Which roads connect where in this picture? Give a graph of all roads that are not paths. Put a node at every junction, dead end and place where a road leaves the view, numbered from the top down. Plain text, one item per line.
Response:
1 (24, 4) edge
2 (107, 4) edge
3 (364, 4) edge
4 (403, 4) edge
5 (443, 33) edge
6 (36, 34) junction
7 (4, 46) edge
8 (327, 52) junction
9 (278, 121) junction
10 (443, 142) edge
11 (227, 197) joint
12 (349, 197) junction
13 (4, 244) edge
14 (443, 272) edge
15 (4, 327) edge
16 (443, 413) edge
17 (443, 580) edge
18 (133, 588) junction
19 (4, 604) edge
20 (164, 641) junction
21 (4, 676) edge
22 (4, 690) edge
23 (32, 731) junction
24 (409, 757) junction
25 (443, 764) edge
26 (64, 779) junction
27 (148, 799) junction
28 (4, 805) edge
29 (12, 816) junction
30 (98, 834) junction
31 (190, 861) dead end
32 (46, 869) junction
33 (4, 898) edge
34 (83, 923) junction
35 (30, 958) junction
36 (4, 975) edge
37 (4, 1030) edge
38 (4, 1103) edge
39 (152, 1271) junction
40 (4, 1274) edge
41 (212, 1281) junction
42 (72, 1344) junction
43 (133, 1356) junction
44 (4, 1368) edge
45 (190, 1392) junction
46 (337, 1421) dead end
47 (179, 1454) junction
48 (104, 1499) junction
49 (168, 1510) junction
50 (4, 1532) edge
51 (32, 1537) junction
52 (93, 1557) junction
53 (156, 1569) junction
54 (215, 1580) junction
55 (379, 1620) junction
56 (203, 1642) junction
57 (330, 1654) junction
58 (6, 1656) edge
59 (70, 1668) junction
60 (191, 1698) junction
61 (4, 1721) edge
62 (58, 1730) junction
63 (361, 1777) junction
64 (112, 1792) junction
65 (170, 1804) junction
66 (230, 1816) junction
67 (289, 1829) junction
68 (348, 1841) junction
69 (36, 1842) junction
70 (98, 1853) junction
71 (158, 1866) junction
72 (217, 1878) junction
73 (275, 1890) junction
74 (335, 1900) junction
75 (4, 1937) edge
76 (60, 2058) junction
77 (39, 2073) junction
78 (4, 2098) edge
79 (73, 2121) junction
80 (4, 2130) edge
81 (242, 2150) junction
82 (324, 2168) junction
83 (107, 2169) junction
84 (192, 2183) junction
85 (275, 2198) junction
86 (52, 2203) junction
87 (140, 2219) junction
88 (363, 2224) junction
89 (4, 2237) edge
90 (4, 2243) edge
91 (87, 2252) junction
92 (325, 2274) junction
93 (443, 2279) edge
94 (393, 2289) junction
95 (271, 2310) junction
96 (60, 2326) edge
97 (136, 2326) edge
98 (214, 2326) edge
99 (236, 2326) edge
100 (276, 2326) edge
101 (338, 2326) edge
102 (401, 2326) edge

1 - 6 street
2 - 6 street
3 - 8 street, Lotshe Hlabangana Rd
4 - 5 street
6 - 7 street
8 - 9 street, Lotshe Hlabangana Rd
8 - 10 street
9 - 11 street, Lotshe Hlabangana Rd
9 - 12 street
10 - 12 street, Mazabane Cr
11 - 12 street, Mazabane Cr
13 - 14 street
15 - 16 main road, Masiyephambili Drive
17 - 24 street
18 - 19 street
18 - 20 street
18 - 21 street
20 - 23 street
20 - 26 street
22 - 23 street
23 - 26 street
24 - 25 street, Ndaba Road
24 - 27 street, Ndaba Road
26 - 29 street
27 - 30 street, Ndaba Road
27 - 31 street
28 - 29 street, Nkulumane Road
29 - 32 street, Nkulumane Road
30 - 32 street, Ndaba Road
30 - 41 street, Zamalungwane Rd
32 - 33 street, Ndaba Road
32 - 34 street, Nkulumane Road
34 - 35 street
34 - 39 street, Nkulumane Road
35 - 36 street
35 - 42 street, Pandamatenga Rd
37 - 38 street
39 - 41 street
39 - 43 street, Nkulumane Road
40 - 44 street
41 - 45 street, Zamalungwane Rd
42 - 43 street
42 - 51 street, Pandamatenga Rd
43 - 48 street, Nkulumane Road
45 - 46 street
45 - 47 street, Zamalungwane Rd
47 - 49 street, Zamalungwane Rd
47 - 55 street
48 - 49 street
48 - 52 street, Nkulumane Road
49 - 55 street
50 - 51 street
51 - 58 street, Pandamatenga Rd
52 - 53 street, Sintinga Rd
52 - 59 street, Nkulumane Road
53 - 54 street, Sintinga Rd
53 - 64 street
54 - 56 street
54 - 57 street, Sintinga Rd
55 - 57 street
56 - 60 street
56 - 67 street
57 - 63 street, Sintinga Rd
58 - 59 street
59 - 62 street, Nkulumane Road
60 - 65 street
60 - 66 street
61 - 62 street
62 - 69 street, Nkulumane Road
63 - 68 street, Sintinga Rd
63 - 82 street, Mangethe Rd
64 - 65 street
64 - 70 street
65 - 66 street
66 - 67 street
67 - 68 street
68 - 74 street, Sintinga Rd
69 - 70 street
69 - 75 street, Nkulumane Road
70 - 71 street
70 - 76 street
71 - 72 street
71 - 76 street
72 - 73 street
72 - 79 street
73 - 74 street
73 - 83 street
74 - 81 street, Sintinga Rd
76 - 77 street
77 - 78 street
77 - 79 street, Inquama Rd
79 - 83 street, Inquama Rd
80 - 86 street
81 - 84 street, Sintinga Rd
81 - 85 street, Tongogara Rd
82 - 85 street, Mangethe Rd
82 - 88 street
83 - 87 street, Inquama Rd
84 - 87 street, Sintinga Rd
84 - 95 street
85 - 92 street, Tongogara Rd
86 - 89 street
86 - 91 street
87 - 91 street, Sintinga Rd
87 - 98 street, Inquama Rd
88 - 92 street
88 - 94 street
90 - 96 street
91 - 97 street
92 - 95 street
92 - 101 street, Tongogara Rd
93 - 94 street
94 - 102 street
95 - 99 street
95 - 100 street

-.-.-

What to produce: Every line holding the string "dead" should be copied here, so please find those lines in the data.

Output for this exercise:
Which roads connect where in this picture? Give a graph of all roads that are not paths. Put a node at every junction, dead end and place where a road leaves the view, numbered from the top down. Plain text, one item per line.
31 (190, 861) dead end
46 (337, 1421) dead end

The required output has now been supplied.